**Dataset content**
::::

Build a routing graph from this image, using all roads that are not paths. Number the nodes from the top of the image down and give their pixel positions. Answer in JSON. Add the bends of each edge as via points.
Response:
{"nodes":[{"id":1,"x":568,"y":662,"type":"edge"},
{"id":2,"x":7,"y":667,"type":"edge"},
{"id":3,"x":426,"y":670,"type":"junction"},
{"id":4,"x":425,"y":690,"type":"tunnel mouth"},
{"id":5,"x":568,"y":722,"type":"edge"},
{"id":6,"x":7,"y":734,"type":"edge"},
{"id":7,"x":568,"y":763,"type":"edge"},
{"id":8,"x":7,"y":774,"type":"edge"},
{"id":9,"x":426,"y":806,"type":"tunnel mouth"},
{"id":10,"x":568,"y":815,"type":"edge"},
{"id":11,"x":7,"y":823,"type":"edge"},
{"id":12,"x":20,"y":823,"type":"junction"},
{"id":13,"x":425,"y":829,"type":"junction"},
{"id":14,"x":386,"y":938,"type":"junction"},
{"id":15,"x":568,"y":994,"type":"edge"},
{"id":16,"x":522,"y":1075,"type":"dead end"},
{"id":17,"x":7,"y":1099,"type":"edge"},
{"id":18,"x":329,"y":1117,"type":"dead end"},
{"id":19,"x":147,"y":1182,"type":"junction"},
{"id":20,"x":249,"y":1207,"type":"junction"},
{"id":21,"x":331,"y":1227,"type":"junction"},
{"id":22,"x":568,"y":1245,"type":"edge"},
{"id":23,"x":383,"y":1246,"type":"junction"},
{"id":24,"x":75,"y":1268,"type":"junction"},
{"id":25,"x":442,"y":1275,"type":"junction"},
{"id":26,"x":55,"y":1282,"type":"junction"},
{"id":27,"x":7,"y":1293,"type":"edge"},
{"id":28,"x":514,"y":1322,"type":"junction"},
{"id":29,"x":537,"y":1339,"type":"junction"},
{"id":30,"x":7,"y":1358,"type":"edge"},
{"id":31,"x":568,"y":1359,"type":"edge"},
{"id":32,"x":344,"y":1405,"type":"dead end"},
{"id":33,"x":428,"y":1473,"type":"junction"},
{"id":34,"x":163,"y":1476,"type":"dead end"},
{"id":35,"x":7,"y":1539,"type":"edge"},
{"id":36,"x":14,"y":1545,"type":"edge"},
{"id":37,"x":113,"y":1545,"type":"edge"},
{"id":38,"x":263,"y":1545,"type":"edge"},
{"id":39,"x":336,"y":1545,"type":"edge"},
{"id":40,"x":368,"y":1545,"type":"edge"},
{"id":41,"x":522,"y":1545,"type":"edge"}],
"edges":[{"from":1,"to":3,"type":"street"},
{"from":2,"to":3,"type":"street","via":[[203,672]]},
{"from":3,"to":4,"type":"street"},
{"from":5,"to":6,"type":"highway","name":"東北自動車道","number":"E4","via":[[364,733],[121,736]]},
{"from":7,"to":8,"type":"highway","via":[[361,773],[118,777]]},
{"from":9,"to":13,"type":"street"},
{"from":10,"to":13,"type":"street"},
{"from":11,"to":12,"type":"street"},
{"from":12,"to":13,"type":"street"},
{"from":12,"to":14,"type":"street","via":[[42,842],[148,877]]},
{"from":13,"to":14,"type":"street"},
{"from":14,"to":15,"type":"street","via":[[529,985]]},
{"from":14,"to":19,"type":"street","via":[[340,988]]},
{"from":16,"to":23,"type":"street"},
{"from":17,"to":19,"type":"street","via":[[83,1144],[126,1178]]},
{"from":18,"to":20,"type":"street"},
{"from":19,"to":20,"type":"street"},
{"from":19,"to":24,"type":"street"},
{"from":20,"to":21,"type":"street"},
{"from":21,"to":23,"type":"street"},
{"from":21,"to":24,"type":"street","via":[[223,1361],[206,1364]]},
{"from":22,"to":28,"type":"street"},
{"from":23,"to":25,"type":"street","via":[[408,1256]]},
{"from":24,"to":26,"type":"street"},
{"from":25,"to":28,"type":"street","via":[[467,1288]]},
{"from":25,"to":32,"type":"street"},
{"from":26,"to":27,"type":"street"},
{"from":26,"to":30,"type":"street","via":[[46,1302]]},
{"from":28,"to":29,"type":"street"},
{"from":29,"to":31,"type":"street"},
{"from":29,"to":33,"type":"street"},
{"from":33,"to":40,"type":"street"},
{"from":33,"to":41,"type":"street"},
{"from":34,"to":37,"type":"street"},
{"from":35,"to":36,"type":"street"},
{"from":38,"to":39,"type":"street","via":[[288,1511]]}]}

::::

**What is required**
Your reply must contain each entry, reproduced exactly.

**Response to this exercise**
Build a routing graph from this image, using all roads that are not paths. Number the nodes from the top of the image down and give their pixel positions. Answer in JSON. Add the bends of each edge as via points.
Response:
{"nodes":[{"id":1,"x":568,"y":662,"type":"edge"},
{"id":2,"x":7,"y":667,"type":"edge"},
{"id":3,"x":426,"y":670,"type":"junction"},
{"id":4,"x":425,"y":690,"type":"tunnel mouth"},
{"id":5,"x":568,"y":722,"type":"edge"},
{"id":6,"x":7,"y":734,"type":"edge"},
{"id":7,"x":568,"y":763,"type":"edge"},
{"id":8,"x":7,"y":774,"type":"edge"},
{"id":9,"x":426,"y":806,"type":"tunnel mouth"},
{"id":10,"x":568,"y":815,"type":"edge"},
{"id":11,"x":7,"y":823,"type":"edge"},
{"id":12,"x":20,"y":823,"type":"junction"},
{"id":13,"x":425,"y":829,"type":"junction"},
{"id":14,"x":386,"y":938,"type":"junction"},
{"id":15,"x":568,"y":994,"type":"edge"},
{"id":16,"x":522,"y":1075,"type":"dead end"},
{"id":17,"x":7,"y":1099,"type":"edge"},
{"id":18,"x":329,"y":1117,"type":"dead end"},
{"id":19,"x":147,"y":1182,"type":"junction"},
{"id":20,"x":249,"y":1207,"type":"junction"},
{"id":21,"x":331,"y":1227,"type":"junction"},
{"id":22,"x":568,"y":1245,"type":"edge"},
{"id":23,"x":383,"y":1246,"type":"junction"},
{"id":24,"x":75,"y":1268,"type":"junction"},
{"id":25,"x":442,"y":1275,"type":"junction"},
{"id":26,"x":55,"y":1282,"type":"junction"},
{"id":27,"x":7,"y":1293,"type":"edge"},
{"id":28,"x":514,"y":1322,"type":"junction"},
{"id":29,"x":537,"y":1339,"type":"junction"},
{"id":30,"x":7,"y":1358,"type":"edge"},
{"id":31,"x":568,"y":1359,"type":"edge"},
{"id":32,"x":344,"y":1405,"type":"dead end"},
{"id":33,"x":428,"y":1473,"type":"junction"},
{"id":34,"x":163,"y":1476,"type":"dead end"},
{"id":35,"x":7,"y":1539,"type":"edge"},
{"id":36,"x":14,"y":1545,"type":"edge"},
{"id":37,"x":113,"y":1545,"type":"edge"},
{"id":38,"x":263,"y":1545,"type":"edge"},
{"id":39,"x":336,"y":1545,"type":"edge"},
{"id":40,"x":368,"y":1545,"type":"edge"},
{"id":41,"x":522,"y":1545,"type":"edge"}],
"edges":[{"from":1,"to":3,"type":"street"},
{"from":2,"to":3,"type":"street","via":[[203,672]]},
{"from":3,"to":4,"type":"street"},
{"from":5,"to":6,"type":"highway","name":"東北自動車道","number":"E4","via":[[364,733],[121,736]]},
{"from":7,"to":8,"type":"highway","via":[[361,773],[118,777]]},
{"from":9,"to":13,"type":"street"},
{"from":10,"to":13,"type":"street"},
{"from":11,"to":12,"type":"street"},
{"from":12,"to":13,"type":"street"},
{"from":12,"to":14,"type":"street","via":[[42,842],[148,877]]},
{"from":13,"to":14,"type":"street"},
{"from":14,"to":15,"type":"street","via":[[529,985]]},
{"from":14,"to":19,"type":"street","via":[[340,988]]},
{"from":16,"to":23,"type":"street"},
{"from":17,"to":19,"type":"street","via":[[83,1144],[126,1178]]},
{"from":18,"to":20,"type":"street"},
{"from":19,"to":20,"type":"street"},
{"from":19,"to":24,"type":"street"},
{"from":20,"to":21,"type":"street"},
{"from":21,"to":23,"type":"street"},
{"from":21,"to":24,"type":"street","via":[[223,1361],[206,1364]]},
{"from":22,"to":28,"type":"street"},
{"from":23,"to":25,"type":"street","via":[[408,1256]]},
{"from":24,"to":26,"type":"street"},
{"from":25,"to":28,"type":"street","via":[[467,1288]]},
{"from":25,"to":32,"type":"street"},
{"from":26,"to":27,"type":"street"},
{"from":26,"to":30,"type":"street","via":[[46,1302]]},
{"from":28,"to":29,"type":"street"},
{"from":29,"to":31,"type":"street"},
{"from":29,"to":33,"type":"street"},
{"from":33,"to":40,"type":"street"},
{"from":33,"to":41,"type":"street"},
{"from":34,"to":37,"type":"street"},
{"from":35,"to":36,"type":"street"},
{"from":38,"to":39,"type":"street","via":[[288,1511]]}]}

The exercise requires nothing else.